Last Updated on January 11, 2020 by Sagar Aryal
On basis of Source/Origin
- Exogenous antigens: These are antigens which are foreign to host body hence are also called foreign antigens. These are antigens that enters the body of the organism from the outside, e.g. through inhalation, ingestion, or injection. These antigens enters the body or system and start circulating in the body fluids and trapped by the APCs (Antigen processing cells such as macrophages, dendritic cells etc.). The uptakes of these exogenous antigens by APCs are mainly mediated by the phagocytosis. E.g. Bacteria, Fungi, Viruses etc.
- Endogenous antigens: These are antigens which originate from own body of host organisms. These are body’s own cells or sub fragments or compounds or the antigenic products that are produced. The endogenous antigens are processed by the macrophages which are later accepted by the cytotoxic T – cells. E.g. Blood group antigens, HLA (Histocompatibility Leukocyte antigens) etc. Endogenous antigensare generated within normal cells as a result of normal cell metabolism, or because of viral or intracellular bacterial infection.
- Auto antigens: These are usually a normal protein or protein complex (and sometimes DNA or RNA) that is recognized by the immune system of patients suffering from a specific autoimmune disease. These are not immunogenic under normal condition however due to genetic and environmental changes or factors immunological tolerance is lost and immune response is generated. E.g. Nucleoproteins, Nucleic acids, etc.
Some antigens can be exogenous in origin but later can turn endogenous. E.g. Intracellular viruses.
On the basis of immune response
- Immunogens/ Complete antigens: A substance that induces specific immune response can be called as immunogen. Antigens which are able to generate immune response by themselves are known as complete antigens. These are generally molecules with high molecular weight (more than 10,000 Daltons). They possess antigenic properties denovo and are usually proteinaceous in nature. Some of them can be polysaccharide in chemical nature.
- Haptens/ Incomplete antigens: Antigens which are unable to generate the immune response themselves are termed as incomplete antigens however on coupling with carrier proteins they can be immunogenic. They are also called haptens. When a molecule of haptens are coupled to carrier proteins they become accessible to immune system and function as an immunogen. They generally have low molecular weight (Less than 10,000 Daltons) and are usually non-protein substances. E.g. Capsular polysaccharide of pneumococcus, polysaccharide “C” of β-haemolytic streptococci, Cardiolipin antigens, etc.
Carrier molecule is a non-antigenic component and helps in provoking the immune response. Example: Serum Protein such as Albumin or Globulin
Superantigens (SAgs) are a class of antigens that cause non-specific activation of T-cells resulting in polyclonal T cell activation and massive cytokine release. SAgs are produced by some pathogenic viruses and bacteria most likely as a defense mechanism against the immune system.

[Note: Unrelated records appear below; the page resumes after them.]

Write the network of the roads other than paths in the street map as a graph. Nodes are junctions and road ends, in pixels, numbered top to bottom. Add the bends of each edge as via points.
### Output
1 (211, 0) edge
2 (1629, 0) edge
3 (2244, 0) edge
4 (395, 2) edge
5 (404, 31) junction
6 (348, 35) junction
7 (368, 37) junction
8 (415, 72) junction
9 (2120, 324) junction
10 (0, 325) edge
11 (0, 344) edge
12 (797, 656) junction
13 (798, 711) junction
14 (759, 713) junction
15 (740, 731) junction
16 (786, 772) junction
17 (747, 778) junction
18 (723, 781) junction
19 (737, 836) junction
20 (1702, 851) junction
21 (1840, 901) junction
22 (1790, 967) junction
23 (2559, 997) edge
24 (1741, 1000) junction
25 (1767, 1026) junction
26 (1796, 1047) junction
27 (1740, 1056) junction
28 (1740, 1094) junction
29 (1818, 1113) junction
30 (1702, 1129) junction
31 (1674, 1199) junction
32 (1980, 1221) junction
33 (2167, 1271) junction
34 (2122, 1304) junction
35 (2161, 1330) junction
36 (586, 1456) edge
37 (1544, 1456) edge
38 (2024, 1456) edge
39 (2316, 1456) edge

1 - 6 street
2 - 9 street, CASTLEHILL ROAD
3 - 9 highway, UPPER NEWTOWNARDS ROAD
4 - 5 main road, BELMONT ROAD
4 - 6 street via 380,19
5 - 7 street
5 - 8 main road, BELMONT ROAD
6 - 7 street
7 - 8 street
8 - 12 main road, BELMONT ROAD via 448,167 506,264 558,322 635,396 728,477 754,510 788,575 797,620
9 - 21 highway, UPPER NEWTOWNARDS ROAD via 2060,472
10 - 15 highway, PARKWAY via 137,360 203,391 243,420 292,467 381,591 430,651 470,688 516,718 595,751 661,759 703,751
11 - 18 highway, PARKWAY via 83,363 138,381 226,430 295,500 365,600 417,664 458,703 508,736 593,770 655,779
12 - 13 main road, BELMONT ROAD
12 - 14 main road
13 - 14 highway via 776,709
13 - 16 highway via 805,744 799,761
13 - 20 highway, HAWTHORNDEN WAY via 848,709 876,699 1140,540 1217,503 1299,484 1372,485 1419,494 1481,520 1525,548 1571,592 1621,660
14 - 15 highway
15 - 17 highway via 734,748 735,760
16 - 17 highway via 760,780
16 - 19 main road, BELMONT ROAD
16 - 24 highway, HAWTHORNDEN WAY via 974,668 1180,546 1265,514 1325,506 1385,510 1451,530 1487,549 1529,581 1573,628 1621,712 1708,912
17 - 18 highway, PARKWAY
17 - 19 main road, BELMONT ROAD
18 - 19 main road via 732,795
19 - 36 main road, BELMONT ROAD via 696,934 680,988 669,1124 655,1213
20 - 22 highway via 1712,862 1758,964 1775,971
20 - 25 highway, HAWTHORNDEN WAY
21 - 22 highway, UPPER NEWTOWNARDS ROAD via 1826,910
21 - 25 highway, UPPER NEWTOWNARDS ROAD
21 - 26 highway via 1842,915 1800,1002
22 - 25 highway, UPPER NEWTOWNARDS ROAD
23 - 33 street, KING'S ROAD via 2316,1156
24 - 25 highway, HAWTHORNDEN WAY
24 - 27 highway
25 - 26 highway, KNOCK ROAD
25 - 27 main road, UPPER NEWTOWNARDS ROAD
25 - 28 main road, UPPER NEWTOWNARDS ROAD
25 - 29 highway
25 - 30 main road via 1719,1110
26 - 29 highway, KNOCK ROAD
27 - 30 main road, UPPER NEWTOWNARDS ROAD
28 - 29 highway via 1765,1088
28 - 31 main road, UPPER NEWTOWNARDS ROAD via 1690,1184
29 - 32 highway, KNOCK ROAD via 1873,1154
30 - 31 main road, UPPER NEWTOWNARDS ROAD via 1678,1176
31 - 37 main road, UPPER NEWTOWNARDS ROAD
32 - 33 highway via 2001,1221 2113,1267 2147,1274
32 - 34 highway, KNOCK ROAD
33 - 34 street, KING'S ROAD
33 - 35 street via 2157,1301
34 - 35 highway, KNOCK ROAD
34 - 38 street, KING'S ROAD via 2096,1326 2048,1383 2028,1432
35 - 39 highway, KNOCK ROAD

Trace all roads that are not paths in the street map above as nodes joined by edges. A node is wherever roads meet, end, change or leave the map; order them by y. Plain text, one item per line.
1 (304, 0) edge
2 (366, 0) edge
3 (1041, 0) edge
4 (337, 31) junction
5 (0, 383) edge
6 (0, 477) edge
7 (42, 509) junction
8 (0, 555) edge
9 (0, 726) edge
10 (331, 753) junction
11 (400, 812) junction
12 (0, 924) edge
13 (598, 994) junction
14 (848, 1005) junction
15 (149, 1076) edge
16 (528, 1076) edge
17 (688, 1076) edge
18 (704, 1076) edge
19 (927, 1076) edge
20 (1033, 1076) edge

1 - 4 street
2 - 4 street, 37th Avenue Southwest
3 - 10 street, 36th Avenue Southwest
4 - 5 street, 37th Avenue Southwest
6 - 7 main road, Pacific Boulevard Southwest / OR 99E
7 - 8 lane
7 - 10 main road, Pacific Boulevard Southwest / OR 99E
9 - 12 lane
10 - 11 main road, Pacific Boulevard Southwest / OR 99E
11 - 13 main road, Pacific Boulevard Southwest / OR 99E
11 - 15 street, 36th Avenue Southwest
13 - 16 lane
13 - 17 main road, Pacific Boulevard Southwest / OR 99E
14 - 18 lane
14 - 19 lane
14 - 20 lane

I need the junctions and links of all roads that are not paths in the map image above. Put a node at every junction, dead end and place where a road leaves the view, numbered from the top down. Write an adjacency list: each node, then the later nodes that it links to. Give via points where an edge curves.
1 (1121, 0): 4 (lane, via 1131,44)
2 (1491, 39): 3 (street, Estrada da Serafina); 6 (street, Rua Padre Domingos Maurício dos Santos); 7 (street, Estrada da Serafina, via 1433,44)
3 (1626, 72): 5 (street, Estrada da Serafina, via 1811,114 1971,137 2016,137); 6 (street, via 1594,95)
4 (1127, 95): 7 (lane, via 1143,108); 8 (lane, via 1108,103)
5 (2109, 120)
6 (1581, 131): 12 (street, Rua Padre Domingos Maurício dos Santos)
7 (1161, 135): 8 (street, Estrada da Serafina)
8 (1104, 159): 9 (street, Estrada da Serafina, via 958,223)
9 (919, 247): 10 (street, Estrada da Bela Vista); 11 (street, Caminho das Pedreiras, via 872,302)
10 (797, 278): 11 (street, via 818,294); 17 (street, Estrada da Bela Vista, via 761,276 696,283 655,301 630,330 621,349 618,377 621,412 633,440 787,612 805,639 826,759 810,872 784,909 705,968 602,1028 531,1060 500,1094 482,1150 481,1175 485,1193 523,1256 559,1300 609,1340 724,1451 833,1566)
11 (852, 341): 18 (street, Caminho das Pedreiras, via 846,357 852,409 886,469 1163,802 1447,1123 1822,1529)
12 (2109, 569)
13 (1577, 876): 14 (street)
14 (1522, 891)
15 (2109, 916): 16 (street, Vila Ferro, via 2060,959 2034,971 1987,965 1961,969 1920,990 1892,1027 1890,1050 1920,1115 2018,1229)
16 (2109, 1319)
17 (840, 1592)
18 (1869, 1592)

Superantigens are a class of molecules that can interact with APCs and T lymphocytes in a nonspecific way. The superantigens act differently by interacting with MHC class II molecules of the APC and the Vb domain of the T-lymphocyte receptor. This interaction results in the activation of a larger number of T cells (10%) than conventional antigens (1%), leading to massive cytokine expression and immunomodulation.
When the immune system encounters a conventional T-dependent antigen, only a small fraction (1 in 104 -105) of the T cell population is able to recognize the antigen and become activated (monoclonal/oligoclonal response). However, there are some antigens which polyclonally activate a large fraction of the T cells (up to 25%). These antigens are called superantigens.
Examples of superantigens include: Staphylococcal enterotoxins (food poisoning), Staphylococcal toxic shock toxin (toxic shock syndrome), Staphylococcal exfoliating toxins (scalded skin syndrome) and Streptococcal pyrogenic exotoxins (shock).
The diseases associated with exposure to superantigens are, in part, due to hyper activation of the immune system and subsequent release of biologically active cytokines by activated T cells.
Autoantigens: These are antigens despite being a normal tissue constituent, is the target of a humoral or cell-mediated immune response, such as in autoimmune disease. E.g. Thyroglobulin, DNA, Corneal tissue, etc.
Alloantigens: These are antigens found in different members of the same species. E.g. Red blood cell antigens A and B.
Heterophile antigens: These are same or closely related antigens, sometimes present in tissues of different biological species, classes, or kingdoms. identical antigens found in the cells of different species. Examples: Forrssman antigen, Cross-reacting microbial antigens, etc.